- _MATERIAL SUPPLIED_
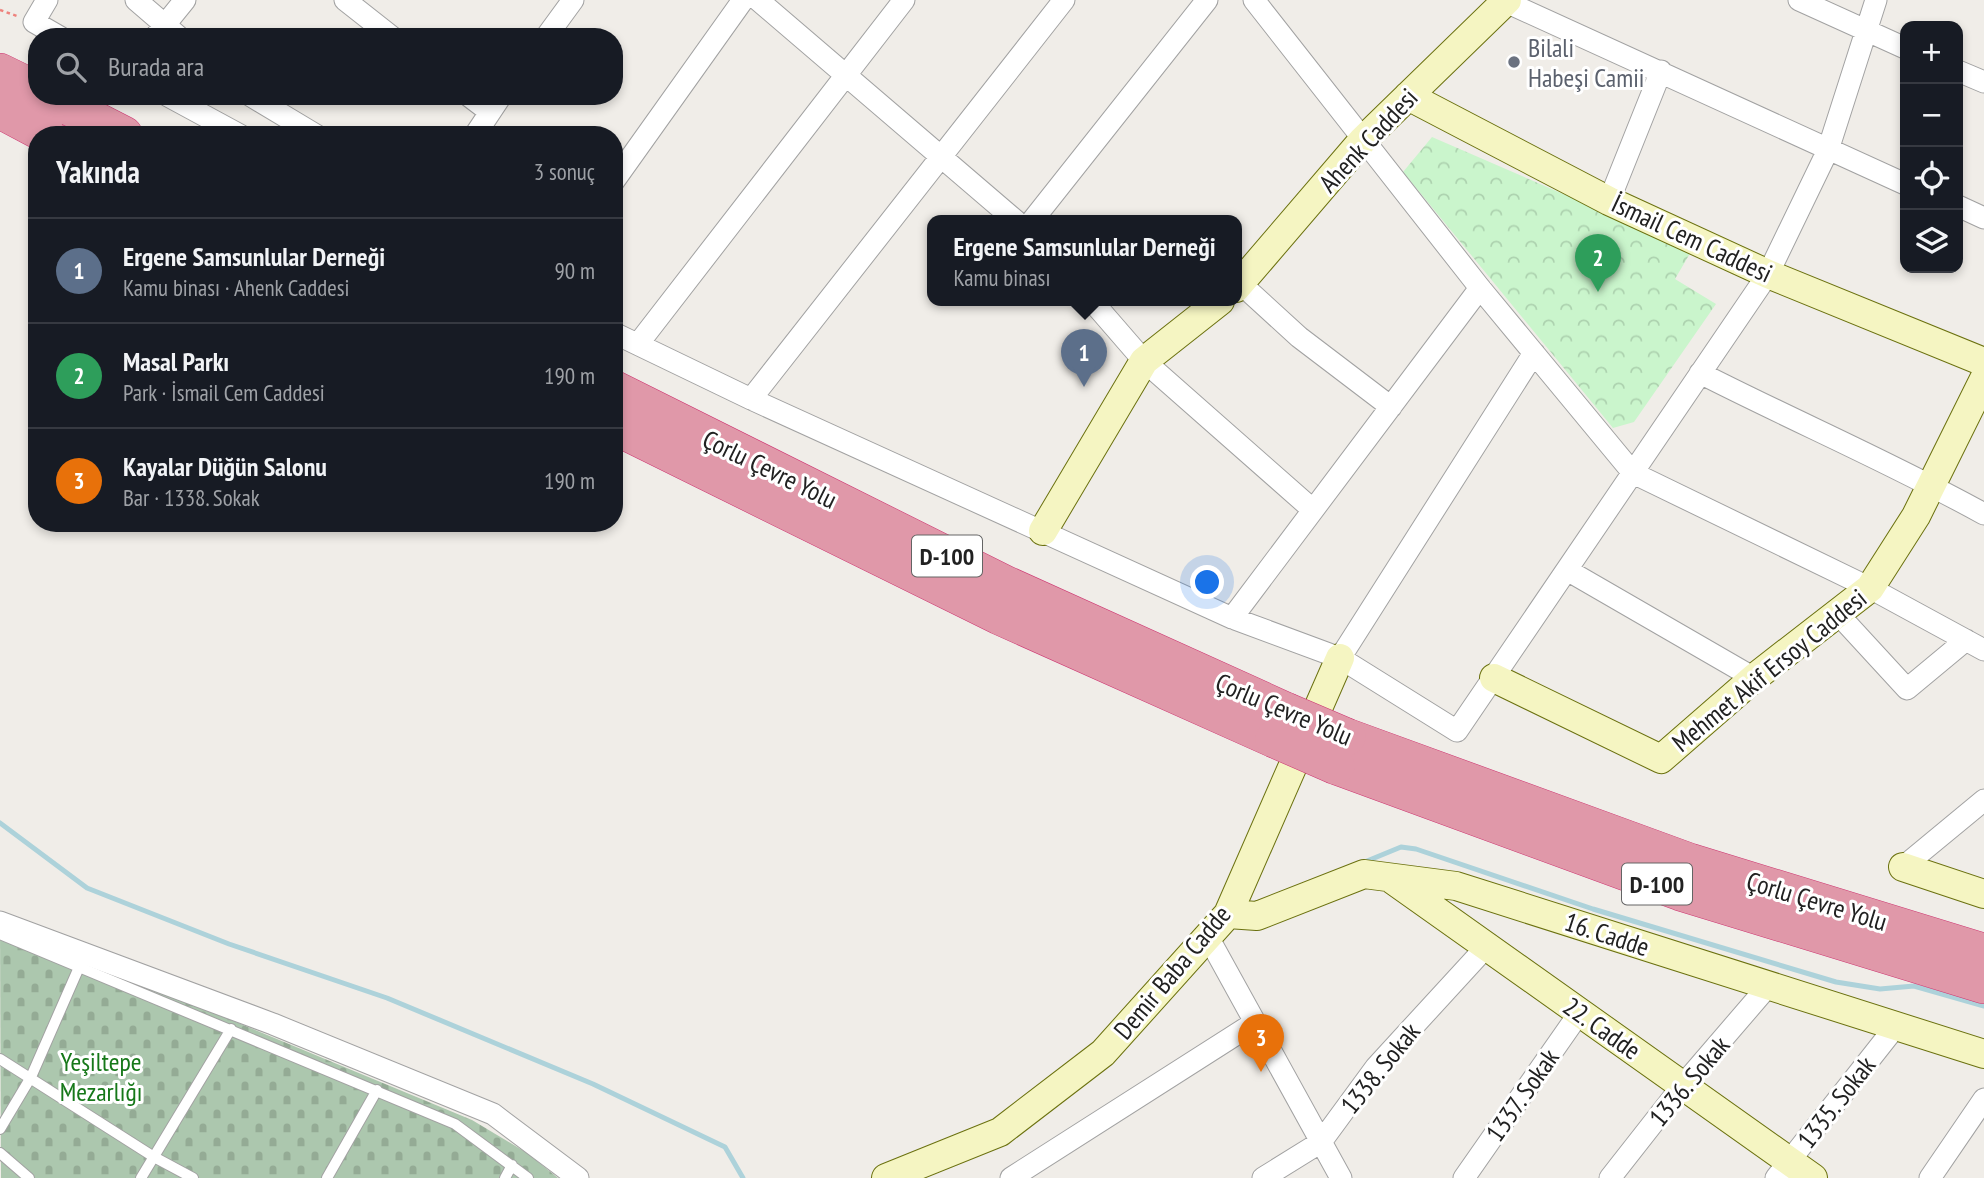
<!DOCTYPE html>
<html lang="tr">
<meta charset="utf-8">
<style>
:root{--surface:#171b24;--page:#20242c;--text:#f1f3f6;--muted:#9ea1a6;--line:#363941;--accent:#db8e93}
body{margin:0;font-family:"PT Sans Narrow",sans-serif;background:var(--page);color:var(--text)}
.controls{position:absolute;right:21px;top:21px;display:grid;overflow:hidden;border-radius:14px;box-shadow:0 4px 10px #0003}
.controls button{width:63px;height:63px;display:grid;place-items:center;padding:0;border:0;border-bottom:2px solid var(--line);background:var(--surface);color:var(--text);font:35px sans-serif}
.you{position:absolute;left:1208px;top:583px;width:24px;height:24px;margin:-18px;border:5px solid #fff;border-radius:50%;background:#1a73e8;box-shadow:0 0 0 10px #1a73e833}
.badge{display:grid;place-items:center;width:46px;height:46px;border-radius:50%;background:var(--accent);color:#fff;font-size:23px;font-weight:700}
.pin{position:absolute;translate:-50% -58px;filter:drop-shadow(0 2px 4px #0008)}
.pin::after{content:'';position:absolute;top:37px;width:24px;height:21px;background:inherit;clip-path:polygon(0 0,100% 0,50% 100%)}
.popup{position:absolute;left:927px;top:215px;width:315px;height:91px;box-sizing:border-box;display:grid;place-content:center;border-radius:14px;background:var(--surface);filter:drop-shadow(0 2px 5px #0005);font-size:23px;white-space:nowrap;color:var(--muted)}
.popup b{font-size:26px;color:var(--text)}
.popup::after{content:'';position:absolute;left:50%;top:100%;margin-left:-14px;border:14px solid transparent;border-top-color:var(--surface)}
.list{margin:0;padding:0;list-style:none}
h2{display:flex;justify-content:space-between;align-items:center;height:91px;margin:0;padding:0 28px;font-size:30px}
h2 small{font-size:23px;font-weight:400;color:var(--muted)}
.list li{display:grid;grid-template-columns:46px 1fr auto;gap:21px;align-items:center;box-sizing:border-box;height:105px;padding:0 28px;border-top:2px solid var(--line)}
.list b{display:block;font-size:26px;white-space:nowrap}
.list p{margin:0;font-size:23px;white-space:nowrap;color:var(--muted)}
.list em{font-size:23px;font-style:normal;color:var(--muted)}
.icon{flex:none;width:38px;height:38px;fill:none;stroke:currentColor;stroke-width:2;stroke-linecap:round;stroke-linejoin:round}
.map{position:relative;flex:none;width:1984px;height:1178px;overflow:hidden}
.search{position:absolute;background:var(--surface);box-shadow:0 4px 10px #0003;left:28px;top:28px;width:595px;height:77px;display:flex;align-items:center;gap:18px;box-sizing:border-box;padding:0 24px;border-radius:28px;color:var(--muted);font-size:26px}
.panel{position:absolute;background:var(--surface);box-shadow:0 4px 10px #0003;left:28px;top:126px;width:595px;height:406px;border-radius:28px}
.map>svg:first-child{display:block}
</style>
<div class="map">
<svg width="1984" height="1178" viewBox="0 0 1984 1178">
<defs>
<pattern id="cemetery-stones" width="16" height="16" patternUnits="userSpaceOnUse" patternTransform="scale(1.75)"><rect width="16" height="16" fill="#acc7ae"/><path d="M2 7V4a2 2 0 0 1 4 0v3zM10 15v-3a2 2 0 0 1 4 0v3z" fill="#94ab95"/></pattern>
<pattern id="park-crowns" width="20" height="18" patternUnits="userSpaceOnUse" patternTransform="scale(1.75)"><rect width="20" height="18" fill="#caf5cc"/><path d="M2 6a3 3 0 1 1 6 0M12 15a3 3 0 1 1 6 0" fill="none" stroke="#add2af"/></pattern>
</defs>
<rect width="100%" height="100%" fill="#f0ede8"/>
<!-- cemetery -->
<path fill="url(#cemetery-stones)" d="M 0,924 L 472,1120 L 527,1153 L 558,1178 L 1,1178 Z"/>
<!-- park -->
<path fill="url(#park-crowns)" d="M 1432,137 L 1692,250 L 1675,279 L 1716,304 L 1634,422 L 1613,428 L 1403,172 Z"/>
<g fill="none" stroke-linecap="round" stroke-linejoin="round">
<!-- stream -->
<path stroke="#add2da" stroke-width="5" d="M 0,823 L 87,888 L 229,944 L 387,998 L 593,1084 L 725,1147 L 743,1178
M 1367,861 L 1401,847 L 1416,849 L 1593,909 L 1836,982 L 1880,989 L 1914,986 L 1984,1006"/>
<!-- lane casing -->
<g stroke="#a2a2a2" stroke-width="12">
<path id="lane" d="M 0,934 L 455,1124 L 528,1178
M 0,1059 L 154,1157 L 193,1178
M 0,1129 L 31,1077 L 80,965
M 0,1153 L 29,1178
M 141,1178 L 231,1029
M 327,1178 L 377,1090
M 505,1178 L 512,1165"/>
</g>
<!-- street casing -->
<g stroke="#a2a2a2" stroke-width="23">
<path id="street" d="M 47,0 L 34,22 L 60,37
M 136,0 L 179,37
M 345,0 L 392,37
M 758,0 L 1016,221
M 1254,0 L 1480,288 L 1633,473 L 1870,588 L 1984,650
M 1799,0 L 1905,48
M 1506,2 L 1905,184
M 155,37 L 185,0
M 546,37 L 573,0
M 1958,71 L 1984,82
M 168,96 L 240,135
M 251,96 L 316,135
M 469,96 L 490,112
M 475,135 L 501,96
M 614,181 L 743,0
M 1609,201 L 1661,71
M 1958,206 L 1984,218
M 1032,221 L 1207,0
M 1241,284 L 1299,337 L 1391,407
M 1092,301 L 1144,361 L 1313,510
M 614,333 L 751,399 L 1232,618 L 1340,658 L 1457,731 L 1768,274 L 1828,150 L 1876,0
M 638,344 L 904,0
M 1700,373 C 1794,421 1892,463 1984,514
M 751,399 L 1064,0
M 1567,570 L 1754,678
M 1838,614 L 1907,689 L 1966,640
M 1232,618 L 1480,288
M 1340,658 L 1534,353
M 1903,867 L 1984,800
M 0,922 L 273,1024 L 493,1114 L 578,1178
M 1208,937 L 1341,1178
M 1011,1178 L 1254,1023
M 1263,1178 L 1321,1142 L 1376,1067 L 1487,946
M 1464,1178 L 1580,1012
M 1610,1178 L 1683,1085 L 1769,985
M 1776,1178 L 1896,1026
M 1930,1178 L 1984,1099"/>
</g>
<!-- secondary casing -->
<g stroke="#6b710f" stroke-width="30">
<path id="secondary" d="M 1408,96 L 1609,201 L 1768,274 L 1984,362
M 1236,288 L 1362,141 L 1507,0
M 1043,531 L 1144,361 L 1220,301
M 1494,678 L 1661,759 L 1754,678 L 1870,588 L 1916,516 L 1984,379
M 1903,867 L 1984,894
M 1393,880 L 1813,1178
M 1228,914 L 1257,916 L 1364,874 L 1456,886 L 1984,1054
M 886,1178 L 1000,1132 L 1103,1053 L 1228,914 L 1340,658"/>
</g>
<!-- highway casing -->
<g stroke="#cd3772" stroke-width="38">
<path id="highway" d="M 0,72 L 37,90
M 48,96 L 124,135
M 0,110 L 47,135
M 614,389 L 1005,584 L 1286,711
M 614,426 L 999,616 L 1274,739
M 1347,737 L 1690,862 L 1984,952
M 1336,766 L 1680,892 L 1984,985"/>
</g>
<!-- path -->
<path stroke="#ee827c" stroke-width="2.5" stroke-dasharray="3.5 3.5" stroke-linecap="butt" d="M 0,10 L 17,16"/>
<!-- lane -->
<use href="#lane" stroke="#fff" stroke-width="10"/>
<!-- street -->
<use href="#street" stroke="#fff" stroke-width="21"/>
<!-- secondary -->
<use href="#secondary" stroke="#f5f5c2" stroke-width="28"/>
<!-- highway -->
<use href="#highway" stroke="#e098a9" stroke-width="37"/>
<!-- highway-bridge casing -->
<g stroke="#cd3772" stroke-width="38" stroke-linecap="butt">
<path id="highway-bridge" d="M 1286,711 L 1347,737
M 1274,739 L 1336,766"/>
</g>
<!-- highway-bridge -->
<use href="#highway-bridge" stroke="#e098a9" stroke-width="37"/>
</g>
<!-- markers -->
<circle fill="#6b7280" stroke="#fff" stroke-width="2.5" cx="1514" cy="62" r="7"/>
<g text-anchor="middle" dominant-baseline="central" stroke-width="6" stroke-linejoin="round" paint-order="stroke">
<!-- shield labels -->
<g fill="#fff" stroke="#646464" stroke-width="2">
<rect x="912" y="535.5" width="70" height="41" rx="5"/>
<rect x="1622" y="863.5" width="70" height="41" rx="5"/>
</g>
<g font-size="24" font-weight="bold" fill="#212121">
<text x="947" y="556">D-100</text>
<text x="1657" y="884">D-100</text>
</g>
<!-- worship labels -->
<g font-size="26" fill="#5b616d" stroke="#fff" text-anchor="start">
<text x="1528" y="47">Bilali<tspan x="1528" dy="30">Habeşi Camii</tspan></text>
</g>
<!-- street labels -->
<g font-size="26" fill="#212121" stroke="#fff">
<text transform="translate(1368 140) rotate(-47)">Ahenk Caddesi</text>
<text transform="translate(1692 238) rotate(25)">İsmail Cem Caddesi</text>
<text transform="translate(770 469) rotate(26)">Çorlu Çevre Yolu</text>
<text transform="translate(1769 670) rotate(-39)">Mehmet Akif Ersoy Caddesi</text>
<text transform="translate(1284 709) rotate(23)">Çorlu Çevre Yolu</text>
<text transform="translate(1817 901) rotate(17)">Çorlu Çevre Yolu</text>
<text transform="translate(1607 934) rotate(18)">16. Cadde</text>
<text transform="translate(1172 972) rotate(-50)">Demir Baba Cadde</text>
<text transform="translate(1602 1028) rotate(35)">22. Cadde</text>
<text transform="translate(1380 1068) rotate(-51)">1338. Sokak</text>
<text transform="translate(1689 1081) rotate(-50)">1336. Sokak</text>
<text transform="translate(1522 1095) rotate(-55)">1337. Sokak</text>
<text transform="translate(1836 1102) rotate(-52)">1335. Sokak</text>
</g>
<!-- park labels -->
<g font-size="26" fill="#167819" stroke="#fff">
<text x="101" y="1061">Yeşiltepe<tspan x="101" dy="30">Mezarlığı</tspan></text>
</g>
</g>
</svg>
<div class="controls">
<button>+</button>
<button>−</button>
<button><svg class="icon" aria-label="locate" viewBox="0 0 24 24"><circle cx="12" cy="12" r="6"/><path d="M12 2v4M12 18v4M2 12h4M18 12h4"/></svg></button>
<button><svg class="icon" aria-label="layers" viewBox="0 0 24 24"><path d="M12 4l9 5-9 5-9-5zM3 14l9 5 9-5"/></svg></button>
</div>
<div class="you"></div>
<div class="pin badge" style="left:1084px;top:387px;background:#5c6f8a">1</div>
<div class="popup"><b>Ergene Samsunlular Derneği</b>Kamu binası</div>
<div class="pin badge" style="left:1598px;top:292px;background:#2e9e5b">2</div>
<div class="pin badge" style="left:1261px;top:1072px;background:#e8710a">3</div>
<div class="search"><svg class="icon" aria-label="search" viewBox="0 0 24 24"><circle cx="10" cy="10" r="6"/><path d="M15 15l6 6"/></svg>Burada ara</div>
<section class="panel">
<h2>Yakında<small>3 sonuç</small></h2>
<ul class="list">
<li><span class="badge" style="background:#5c6f8a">1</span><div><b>Ergene Samsunlular Derneği</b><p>Kamu binası · Ahenk Caddesi</p></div><em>90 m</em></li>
<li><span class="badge" style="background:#2e9e5b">2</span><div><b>Masal Parkı</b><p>Park · İsmail Cem Caddesi</p></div><em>190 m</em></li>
<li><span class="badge" style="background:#e8710a">3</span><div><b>Kayalar Düğün Salonu</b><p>Bar · 1338. Sokak</p></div><em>190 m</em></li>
</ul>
</section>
</div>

- _WHAT THE TASK REQUIRES_
Report every line of the entries that carries the word "list".

- _YOUR SOLUTION_
.list{margin:0;padding:0;list-style:none}
.list li{display:grid;grid-template-columns:46px 1fr auto;gap:21px;align-items:center;box-sizing:border-box;height:105px;padding:0 28px;border-top:2px solid var(--line)}
.list b{display:block;font-size:26px;white-space:nowrap}
.list p{margin:0;font-size:23px;white-space:nowrap;color:var(--muted)}
.list em{font-size:23px;font-style:normal;color:var(--muted)}
<ul class="list">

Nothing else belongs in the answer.